A comprehensive portal site for Medical Innovation Support Office (MEDISO).Medical Innovation Support Office

Hitoshi Fujimaki

TMI Associates Attorney-at-law (admitted in Japan and New York)

Joined TMI Associates in 2016. Completed an LL.M. in National and Global Health Law at Georgetown University Law Center in 2023, earning the Food & Drug Law Certificate. Admitted to the New York State Bar in 2024. The practice focuses on pharmaceutical, medical device, and healthcare regulatory matters in both Japan and the United States, with extensive experience supporting R&D and commercial operations of Japanese companies domestically and abroad. Work includes licensing and collaboration agreements with overseas partners, joint research and development arrangements, CRO agreements, GCP compliance during clinical trials, promotional review, regulatory assessments (including medical-device classification), authority inspections, and broad advisories on pharmaceutical and medical-device regulations. Also advises on U.S. healthcare compliance issues, including the Anti-Kickback Statute, the Sunshine Act, and related federal and state requirements.

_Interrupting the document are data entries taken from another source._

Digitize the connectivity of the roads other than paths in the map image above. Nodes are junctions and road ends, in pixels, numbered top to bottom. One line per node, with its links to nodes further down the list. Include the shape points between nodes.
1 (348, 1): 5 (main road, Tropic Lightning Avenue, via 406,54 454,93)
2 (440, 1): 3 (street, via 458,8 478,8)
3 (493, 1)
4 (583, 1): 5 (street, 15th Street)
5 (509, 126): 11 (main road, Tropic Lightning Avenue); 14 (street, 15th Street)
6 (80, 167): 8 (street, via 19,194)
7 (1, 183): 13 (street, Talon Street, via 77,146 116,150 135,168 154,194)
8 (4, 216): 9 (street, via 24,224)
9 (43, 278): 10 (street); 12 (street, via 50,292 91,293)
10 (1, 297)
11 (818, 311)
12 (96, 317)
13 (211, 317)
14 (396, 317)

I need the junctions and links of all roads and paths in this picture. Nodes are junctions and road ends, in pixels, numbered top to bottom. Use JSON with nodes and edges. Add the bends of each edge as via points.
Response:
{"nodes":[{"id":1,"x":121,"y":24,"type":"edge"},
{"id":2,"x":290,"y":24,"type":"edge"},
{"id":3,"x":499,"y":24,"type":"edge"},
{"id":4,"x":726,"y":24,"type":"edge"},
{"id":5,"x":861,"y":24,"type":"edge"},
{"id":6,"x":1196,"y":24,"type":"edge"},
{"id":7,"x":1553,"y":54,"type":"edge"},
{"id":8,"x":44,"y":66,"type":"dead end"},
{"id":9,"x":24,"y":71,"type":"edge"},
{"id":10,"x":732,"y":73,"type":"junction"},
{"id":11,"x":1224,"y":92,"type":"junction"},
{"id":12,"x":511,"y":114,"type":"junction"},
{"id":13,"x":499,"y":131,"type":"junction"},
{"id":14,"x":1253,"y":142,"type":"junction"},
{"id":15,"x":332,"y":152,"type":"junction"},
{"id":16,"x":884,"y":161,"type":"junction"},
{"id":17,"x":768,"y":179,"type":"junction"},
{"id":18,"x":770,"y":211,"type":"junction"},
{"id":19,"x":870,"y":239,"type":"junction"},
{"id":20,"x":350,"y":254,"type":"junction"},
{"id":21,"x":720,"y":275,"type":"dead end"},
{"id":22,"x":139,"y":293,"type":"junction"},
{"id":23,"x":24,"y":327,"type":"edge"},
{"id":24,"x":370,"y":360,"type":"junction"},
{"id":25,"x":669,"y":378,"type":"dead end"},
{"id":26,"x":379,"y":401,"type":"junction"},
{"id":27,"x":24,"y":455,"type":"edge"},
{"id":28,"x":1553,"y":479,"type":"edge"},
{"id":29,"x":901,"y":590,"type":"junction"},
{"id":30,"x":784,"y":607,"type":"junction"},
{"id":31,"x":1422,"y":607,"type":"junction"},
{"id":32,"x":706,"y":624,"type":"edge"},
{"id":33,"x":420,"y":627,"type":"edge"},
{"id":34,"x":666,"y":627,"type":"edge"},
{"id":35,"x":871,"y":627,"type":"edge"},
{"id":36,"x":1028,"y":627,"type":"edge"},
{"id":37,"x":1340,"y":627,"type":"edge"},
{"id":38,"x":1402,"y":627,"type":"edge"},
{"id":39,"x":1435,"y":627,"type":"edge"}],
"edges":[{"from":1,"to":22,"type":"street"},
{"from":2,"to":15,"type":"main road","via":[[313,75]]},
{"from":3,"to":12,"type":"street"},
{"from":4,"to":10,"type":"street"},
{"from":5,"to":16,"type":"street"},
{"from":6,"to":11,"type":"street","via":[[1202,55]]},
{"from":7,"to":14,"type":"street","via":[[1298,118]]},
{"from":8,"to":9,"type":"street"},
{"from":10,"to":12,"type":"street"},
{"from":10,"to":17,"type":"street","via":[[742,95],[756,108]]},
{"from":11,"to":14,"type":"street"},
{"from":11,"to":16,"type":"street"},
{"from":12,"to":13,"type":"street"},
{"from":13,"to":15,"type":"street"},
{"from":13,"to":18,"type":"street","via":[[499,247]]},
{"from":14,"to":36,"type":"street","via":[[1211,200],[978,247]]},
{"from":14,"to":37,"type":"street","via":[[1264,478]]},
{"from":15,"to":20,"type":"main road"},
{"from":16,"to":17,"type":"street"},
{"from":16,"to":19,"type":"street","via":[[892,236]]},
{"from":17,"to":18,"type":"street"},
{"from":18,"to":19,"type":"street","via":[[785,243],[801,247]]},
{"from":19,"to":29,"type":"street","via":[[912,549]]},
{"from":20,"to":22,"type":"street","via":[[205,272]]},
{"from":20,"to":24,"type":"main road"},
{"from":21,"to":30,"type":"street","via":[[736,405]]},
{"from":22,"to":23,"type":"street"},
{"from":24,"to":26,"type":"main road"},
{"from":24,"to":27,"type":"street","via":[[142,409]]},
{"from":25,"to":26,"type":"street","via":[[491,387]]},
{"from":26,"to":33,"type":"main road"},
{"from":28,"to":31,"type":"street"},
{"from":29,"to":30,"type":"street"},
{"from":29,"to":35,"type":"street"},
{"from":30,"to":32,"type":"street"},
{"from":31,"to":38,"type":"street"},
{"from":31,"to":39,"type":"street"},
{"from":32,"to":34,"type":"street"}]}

Author of Introduction to U.S. FDA Drug and Medical Device Law and Regulation (Shojihomu, September 2024).

Tomoko Maeda-Chubachi

TMC Clinical Development Consulting, Inc, President; The Institute of Drug Development Career Promotion, Founding Director; Japan Alliance of Medical School Startups, Director

Dr. Maeda-Chubachi is an advisor and consultant for pharmaceutical and biotech companies and was the Chief Medical Officer at Pelthos Therapeutics (previously Novan), leading First-in-Human to launch preparation. Tomoko is known for her expertise in drug development with over 20 years industry experience. She has led clinical and medical affairs in large pharma as well as a small biotech. She led global drug development teams, resulting in 8 approvals in multiple regions, including Xalatan, Xeljanz, Taltz, Vtama, and Zelsuvmi.　Tomoko has broad knowledge of drug development, of which process is highly regulated and need thorough risk assessment, management, and control. As a Chief Medical Officer, she worked closely with the CEO and board about the strategy and governance.

Yutaka Kono

Guest professor
Drug Discovery Science Division,Institute for Open and Transdisciplinary Research Initiatives, Osaka University

Kenji Harada

Director & Chief Venture Capitalist, Medical Incubator Japan K.K

He graduated with a Ph.D. in Pharmacology from the Faculty of Pharmaceutical Sciences, the University of Tokyo, and is an immunologist by training. He is also a licensed pharmacist and a licensed first-class radiation supervisor. After obtaining his doctorate, he performed a wide range of tasks from basic research to preclinical research as a team leader at Toray Basic Research Laboratories (currently Pharmaceutical Research Laboratories), during which he was developing anti-inflammatory and central nervous system drugs. Subsequently, he was involved in planning and promoting collaborative research with universities and making assessments of platform technologies and drug candidates of American and European biotech startup companies from the technological and intellectual aspects. Furthermore, he conducted GMP inspections in pharmaceutical products and medical device areas multiple times. After starting his career as a venture capitalist, he consistently invested in the biotech sector in the U.S. and Japan. He served as a board member in some of the investees of the U.S. and Japan. Since August 2020, He has expanded his investments into European countries at his current company. He is also engaged in several Japanese governmental projects supporting Japanese startups and research projects.

Satoshi Morimoto

Morimoto Phrma Partrnering, Representative

Representative of Morimoto Pharma Partnering. Master of Science in Applied Biochemistry, Graduate School of Waseda University. I stared my carrier at the former The Green Cross Corporation (now Mitsubishi Tanabe Pharma Corporation), experienced in pharmaceutical R&D, product strategy planning, and business development. During that time, I was dispatched as the liaison to Germany for four years. My last position was Director of Business Development. Then, I joined to CMIC Holdings, where I led the business development of rare disease drugs as Director of Business Development and Head of IPD Company. From 2016, I spent six years at the Mitsubishi Chemical Group's Life Science Institute(LSII) as head of the Regenerative Medicine Division, where I was involved in the early stages of cell product development, initiating clinical trials, and leading the construction and operation of cell processing facilities.　After retiring from LSII in 2021, I started own business as a consultant. I would like to provide practical advice based on my experience in the development and commercialization of rare disease drugs and regenerative medicine products. In addition, I would like to provide practical advice on business development from the perspective of having been introduced to various projects from venture companies over 30 years.